Seguindo o estilo inconfundível do autor, que separa bem a construção do passado dos personagens, longas descrições e narrativa presente propriamente dita, O Mapa e o Território conta como Martin, outrora um promissor pintor de retratos, que abandona a carreira para fotografar mapas Michelin da França, na aclamada exposição O Mapa É Mais Interessante do Que o Território. Apesar do sucesso, Martin, num arroubo de loucura, queima todo o seu trabalho e resolve começar do zero – como responde o que é ser artista em entrevistas: "antes de tudo é ser alguém submisso. Submisso a mensagens misteriosas, imprevisíveis, (...) que nem por isso deixam de governar de maneira imperiosa (...) Essas mensagens podiam implicar a destruição de uma obra, até mesmo de um conjunto inteiro de obras, para enveredar numa direção radicalmente nova (...) ou até sem nenhuma direção." É quando volta a fazer retratos expressivos de "profissões simples", pintando professores, empresários e um escritor – nada menos que o autor do romance, Michel Houellebecq.

Jed Martin e Houellebecq passam a se relacionar. Compartilhando as mesmas visões sobre arte (aliás, essa é uma constante nos livros do escritor: não há divergência de opiniões), Houellebecq consegue, pelo menos ficcionalmente, algo próximo de um amigo — provavelmente uma brisa de ar fresco para um dos escritores mais odiados da França, acusado, não sem razão, de misoginia, racismo e um toque de antissemitismo. Munido de uma desfaçatez sem paralelos na literatura, o autor faz rir ao tratar de si próprio, ao mesmo tempo tão cheio de si e tão claramente decrépito e decadente. Um fator positivo que contribui para o entretenimento proporcionado pelo livro.

É aí que as coisas começam a degringolar – afinal, nenhum livro de Houellebecq é feliz do começo ao fim. A exposição de Martin em que consta o retrato do escritor acaba se tornando um sucesso de crítica, e seus quadros passam a valer milhões de euros. O pintor então se vê sem outra saída a não ser aceitar ser tragado pelo próprio sucesso e estagnar-se criativamente até um acontecimento surpreendente, decorrente de sua fama, mudar sua vida por completo. E é aí que, em dado momento do livro, o leitor se depara com Jed Martin conversando com seu boiler velho, no ápice de sua isolação artística e percebe que, de certa forma, o sucesso e a unanimidade artística equivale quase instantaneamente à sua morte.

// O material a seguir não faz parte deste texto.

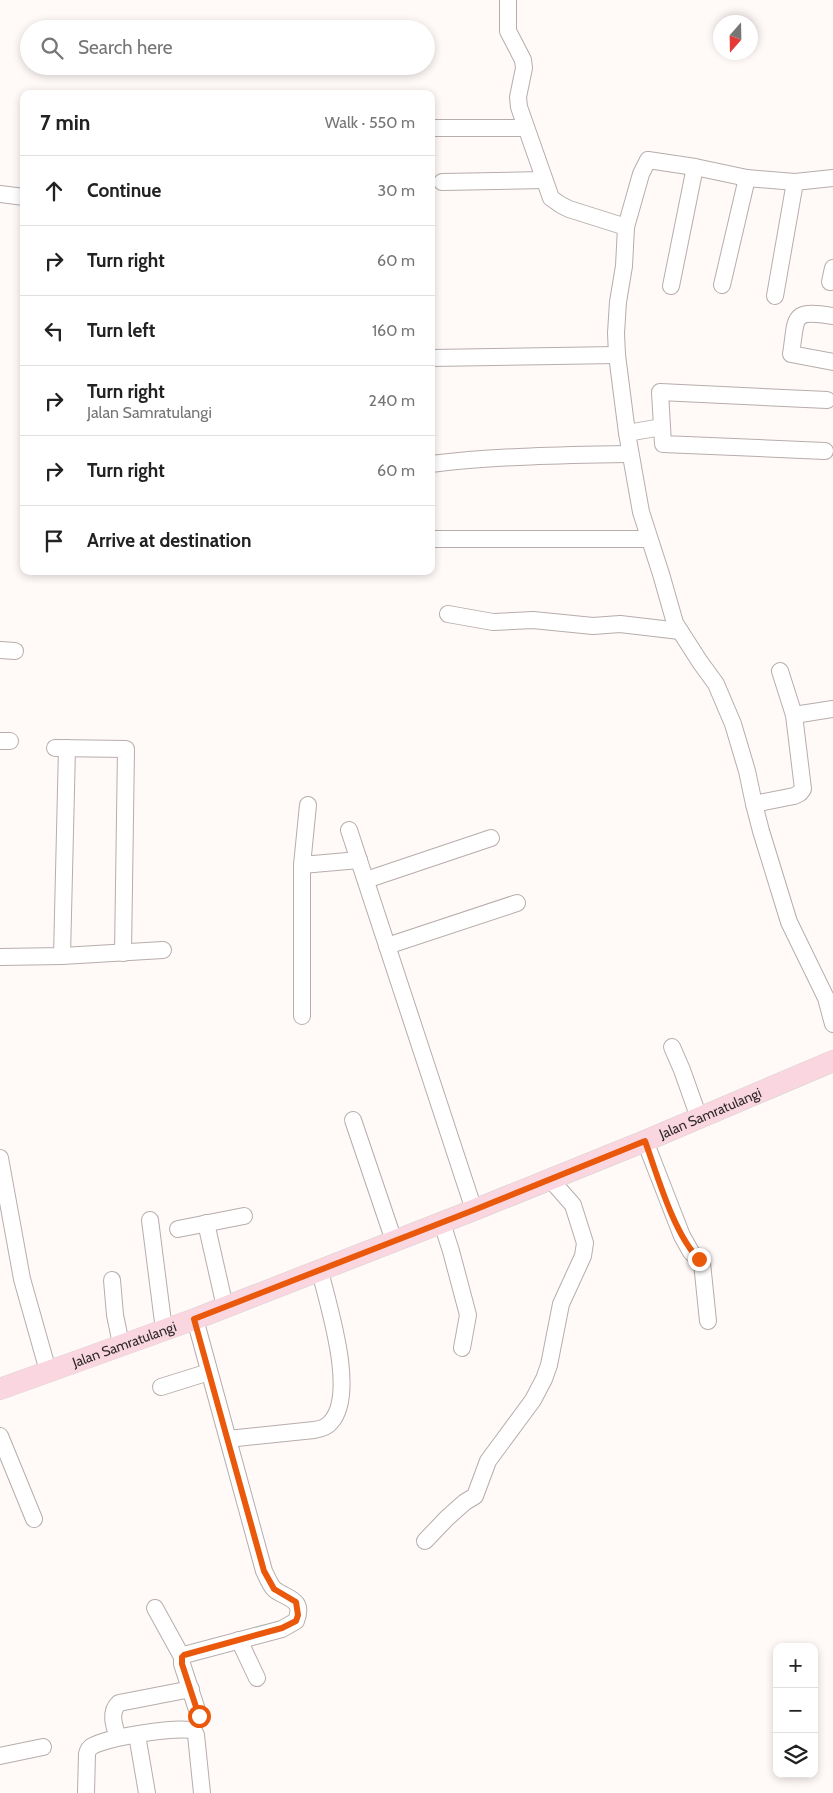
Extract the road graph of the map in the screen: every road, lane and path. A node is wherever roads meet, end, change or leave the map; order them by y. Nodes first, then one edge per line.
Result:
1 (508, 0) edge
2 (435, 128) edge
3 (526, 128) junction
4 (695, 167) junction
5 (747, 178) junction
6 (833, 178) edge
7 (544, 180) junction
8 (442, 182) dead end
9 (795, 182) junction
10 (0, 194) edge
11 (20, 196) edge
12 (626, 227) junction
13 (722, 285) dead end
14 (671, 286) dead end
15 (776, 296) dead end
16 (833, 316) edge
17 (616, 355) junction
18 (435, 358) edge
19 (833, 362) edge
20 (827, 400) dead end
21 (662, 427) junction
22 (627, 433) junction
23 (825, 451) dead end
24 (630, 454) junction
25 (435, 464) edge
26 (435, 539) edge
27 (649, 539) junction
28 (448, 614) dead end
29 (680, 631) junction
30 (780, 671) dead end
31 (833, 709) edge
32 (794, 715) junction
33 (754, 804) junction
34 (308, 805) dead end
35 (349, 830) dead end
36 (492, 838) dead end
37 (359, 860) junction
38 (302, 865) junction
39 (366, 880) junction
40 (517, 903) dead end
41 (387, 946) junction
42 (163, 950) dead end
43 (123, 953) junction
44 (62, 956) junction
45 (0, 957) edge
46 (302, 1016) dead end
47 (833, 1024) edge
48 (672, 1047) dead end
49 (833, 1061) edge
50 (699, 1118) junction
51 (353, 1120) dead end
52 (645, 1141) junction
53 (0, 1164) edge
54 (551, 1180) junction
55 (474, 1210) junction
56 (244, 1216) dead end
57 (150, 1220) dead end
58 (206, 1223) junction
59 (442, 1223) junction
60 (178, 1229) dead end
61 (394, 1241) junction
62 (320, 1270) junction
63 (112, 1280) dead end
64 (225, 1307) junction
65 (194, 1319) junction
66 (708, 1321) dead end
67 (164, 1330) junction
68 (121, 1344) junction
69 (462, 1348) dead end
70 (48, 1372) junction
71 (209, 1372) junction
72 (162, 1387) dead end
73 (0, 1389) edge
74 (0, 1436) edge
75 (228, 1439) junction
76 (34, 1519) dead end
77 (425, 1541) dead end
78 (155, 1608) dead end
79 (239, 1640) junction
80 (182, 1657) junction
81 (257, 1678) dead end
82 (191, 1689) junction
83 (199, 1716) dead end
84 (137, 1735) junction
85 (118, 1737) junction
86 (43, 1747) dead end
87 (0, 1756) edge
88 (86, 1793) edge
89 (147, 1793) edge
90 (202, 1793) edge

1 - 3 street
2 - 3 street
3 - 7 street
4 - 5 street
4 - 12 street
4 - 14 street
5 - 9 street
5 - 13 street
6 - 9 street
7 - 8 street
7 - 12 street
9 - 15 street
10 - 11 street
12 - 17 street
16 - 19 street
17 - 18 street
17 - 22 street
20 - 21 street
21 - 22 street
21 - 23 street
22 - 24 street
24 - 25 street
24 - 27 street
26 - 27 street
27 - 29 street
28 - 29 street
29 - 33 street
30 - 32 street
31 - 32 street
32 - 33 street
33 - 47 street
34 - 38 street
35 - 37 street
36 - 39 street
37 - 38 street
37 - 39 street
38 - 46 street
39 - 41 street
40 - 41 street
41 - 55 street
42 - 43 street
43 - 44 street
43 - 44 street
44 - 45 street
48 - 50 street
49 - 50 main road, Jalan Samratulangi
50 - 52 main road, Jalan Samratulangi
51 - 61 street
52 - 54 main road, Jalan Samratulangi
52 - 66 street
53 - 70 street
54 - 55 main road, Jalan Samratulangi
54 - 77 street
55 - 59 main road, Jalan Samratulangi
56 - 58 street
57 - 67 street
58 - 60 street
58 - 64 street
59 - 61 main road, Jalan Samratulangi
59 - 69 street
61 - 62 main road, Jalan Samratulangi
62 - 64 main road, Jalan Samratulangi
62 - 75 street
63 - 68 street
64 - 65 main road, Jalan Samratulangi
65 - 67 main road, Jalan Samratulangi
65 - 71 street
67 - 68 main road, Jalan Samratulangi
68 - 70 main road, Jalan Samratulangi
70 - 73 main road, Jalan Samratulangi
71 - 72 street
71 - 75 street
74 - 76 street
75 - 79 street
78 - 80 street
79 - 80 street
79 - 81 street
80 - 82 street
82 - 83 street
82 - 85 street
84 - 85 street
84 - 89 street
84 - 90 street
85 - 88 street
86 - 87 street

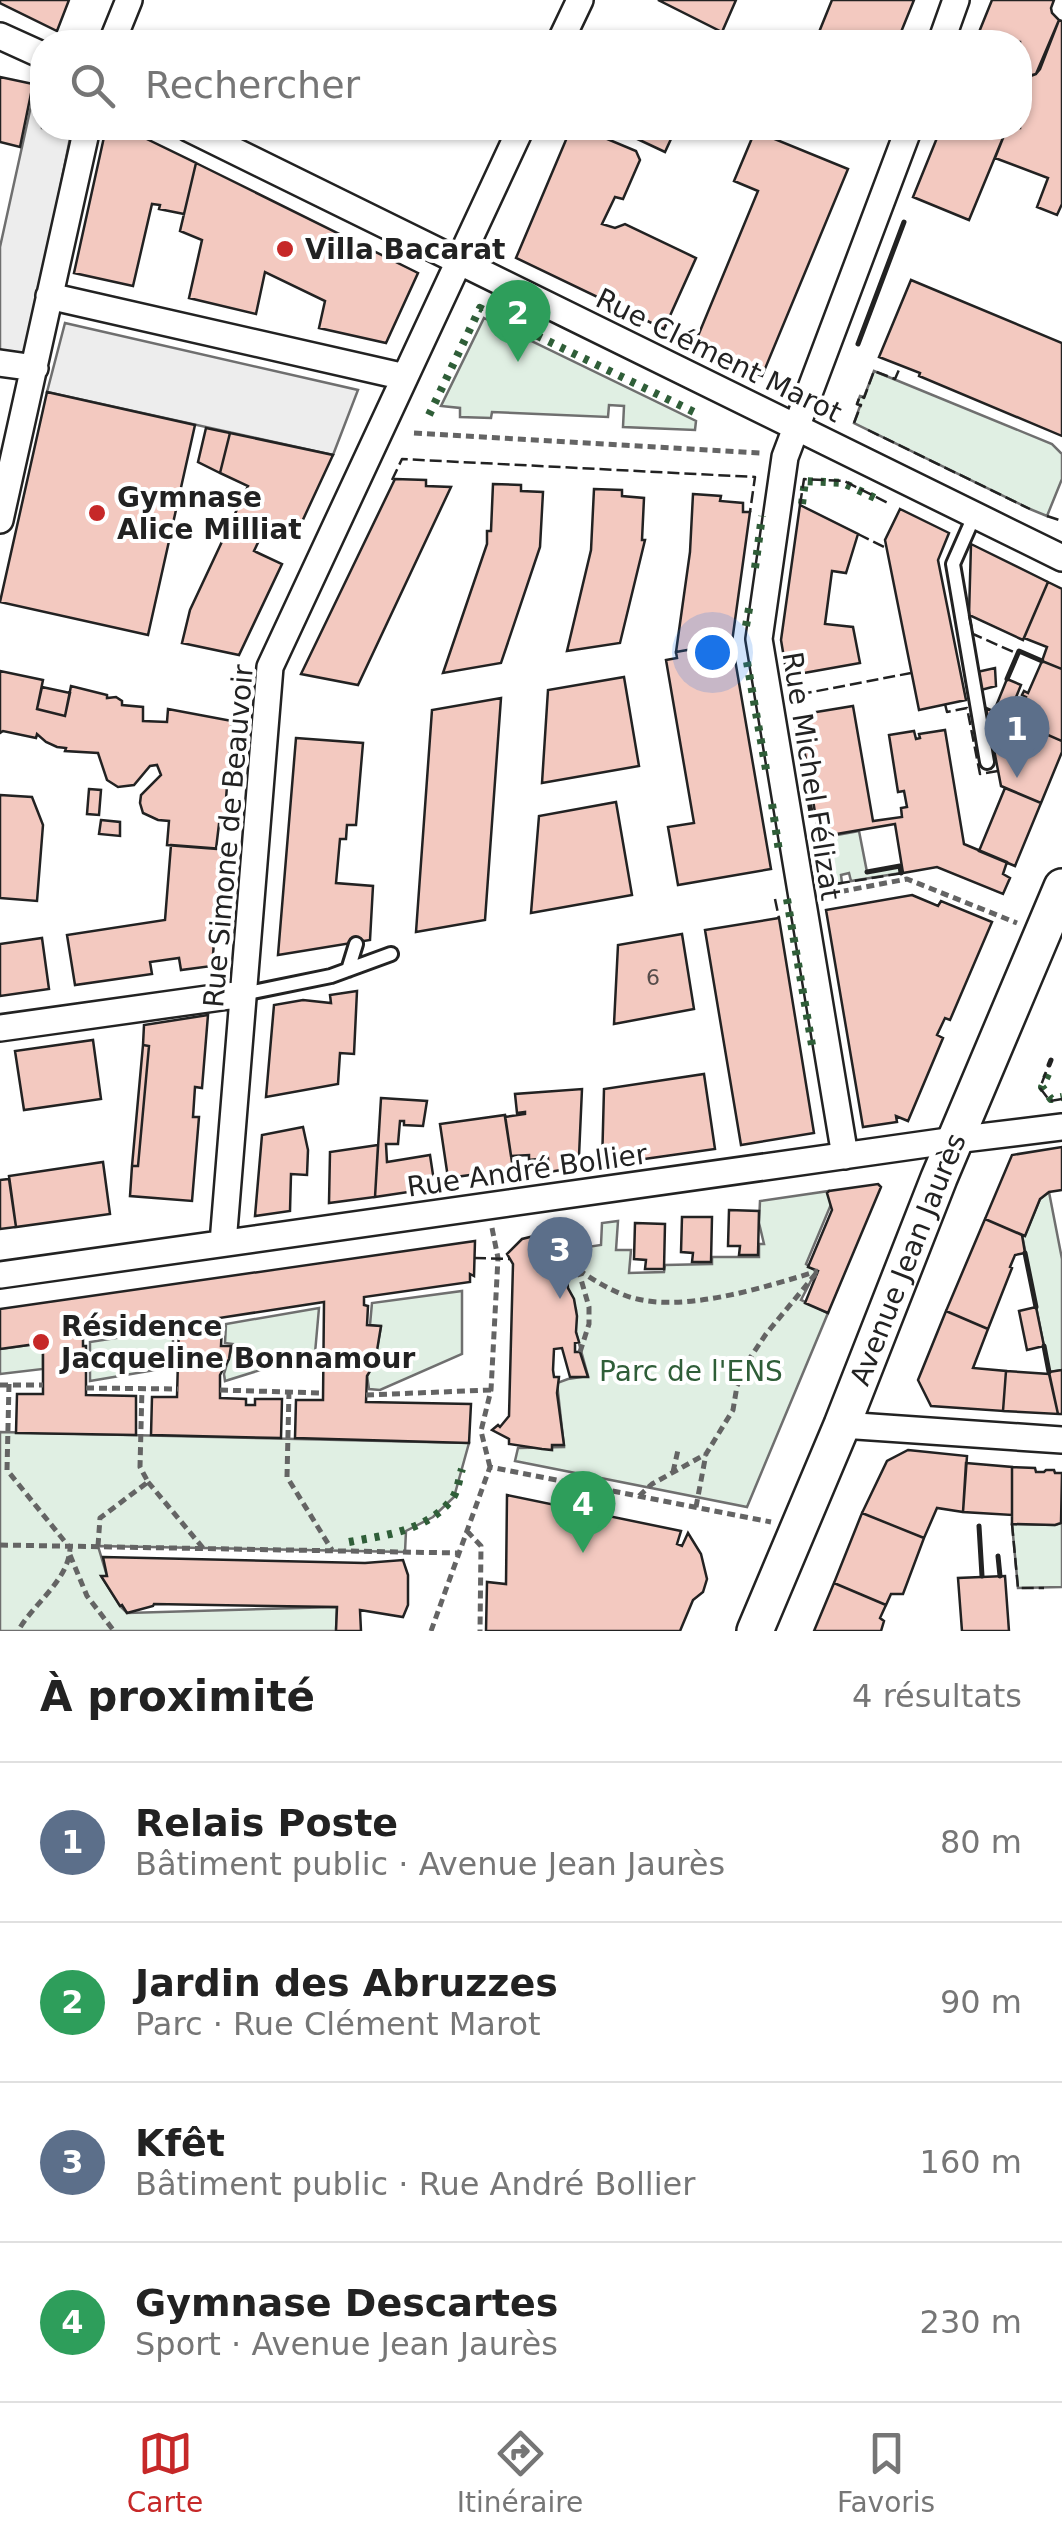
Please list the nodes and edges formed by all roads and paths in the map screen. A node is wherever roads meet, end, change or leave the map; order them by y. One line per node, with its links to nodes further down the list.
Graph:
1 (129, 0): 4 (street)
2 (580, 0): 5 (street)
3 (956, 0): 6 (street)
4 (117, 30)
5 (566, 30)
6 (945, 30)
7 (0, 36): 8 (street)
8 (30, 50)
9 (85, 140): 14 (street)
10 (213, 140): 13 (street, Rue Clément Marot)
11 (515, 140): 13 (street, Rue Simone de Beauvoir)
12 (905, 140): 18 (street, Rue Michel Félizat)
13 (460, 260): 17 (street, Rue Simone de Beauvoir); 18 (street, Rue Clément Marot)
14 (50, 296): 16 (street); 17 (street)
15 (0, 363): 16 (street)
16 (35, 368): 22 (street)
17 (405, 377): 31 (street, Rue Simone de Beauvoir)
18 (798, 427): 20 (street, Rue Michel Félizat); 21 (street, Rue Clément Marot)
19 (414, 433): 20 (path)
20 (785, 458): 35 (street, Rue Michel Félizat)
21 (974, 514): 23 (street, Rue Clément Marot); 24 (lane)
22 (0, 520)
23 (1062, 558)
24 (988, 762)
25 (1062, 887): 27 (main road, Avenue Jean Jaurès)
26 (820, 896): 27 (path)
27 (1042, 933): 34 (main road, Avenue Jean Jaurès)
28 (356, 944): 30 (lane)
29 (391, 954): 30 (lane)
30 (348, 970): 31 (lane)
31 (243, 994): 32 (street); 37 (street, Rue Simone de Beauvoir)
32 (0, 1028)
33 (1062, 1127): 34 (street, Rue André Bollier)
34 (955, 1140): 35 (street, Rue André Bollier); 53 (main road, Avenue Jean Jaurès)
35 (845, 1156): 36 (street, Rue André Bollier)
36 (487, 1206): 37 (street, Rue André Bollier); 49 (path)
37 (223, 1243): 40 (street, Rue André Bollier)
38 (557, 1254): 39 (path)
39 (578, 1269): 41 (path); 56 (path)
40 (0, 1275)
41 (580, 1352)
42 (10, 1384): 43 (path); 44 (path); 68 (path)
43 (0, 1385)
44 (43, 1385)
45 (86, 1388): 46 (path)
46 (142, 1388): 47 (path); 59 (path)
47 (178, 1389)
48 (220, 1390): 50 (path)
49 (491, 1390): 52 (path); 57 (path)
50 (289, 1391): 51 (path); 67 (path)
51 (323, 1393)
52 (366, 1394)
53 (842, 1425): 54 (street); 62 (main road, Avenue Jean Jaurès)
54 (1062, 1440)
55 (678, 1450): 58 (path)
56 (706, 1454): 58 (path); 61 (path)
57 (490, 1467): 60 (path); 63 (path)
58 (672, 1474): 60 (path)
59 (148, 1482): 65 (path); 66 (path)
60 (639, 1496): 61 (path)
61 (696, 1507): 62 (path)
62 (799, 1527): 74 (main road, Avenue Jean Jaurès)
63 (467, 1532): 69 (path); 73 (path)
64 (0, 1545): 68 (path)
65 (98, 1546): 66 (path); 68 (path)
66 (203, 1548): 67 (path)
67 (332, 1550): 69 (path)
68 (70, 1552): 70 (path); 71 (path)
69 (459, 1553): 72 (path)
70 (18, 1631)
71 (114, 1631)
72 (431, 1631)
73 (480, 1631)
74 (755, 1631)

O Mapa e O Território guarda diversas semelhanças com outros livros de Houellebecq: a busca pela figura materna, como em Partículas Elementares, o sucesso profissional que equivale à ruína pessoal, como em Plataforma e A Possibilidade de Uma Ilha e uma crítica à sociedade de consumo, ao mercado da arte e à comunidade europeia. Contudo, a idade parece ter amolecido a fúria do autor, que já não é mais tão contundente e ácido quanto antes, e aposta muito mais em um humor triste para o sucesso de seu romance. Talvez tenha sido essa a razão de, pela primeira vez, ele ter conquistado um prêmio Goncourt. GGGG

0 COMENTÁRIO(S)
Deixe sua opinião
Use este espaço apenas para a comunicação de erros

Máximo de 700 caracteres [0]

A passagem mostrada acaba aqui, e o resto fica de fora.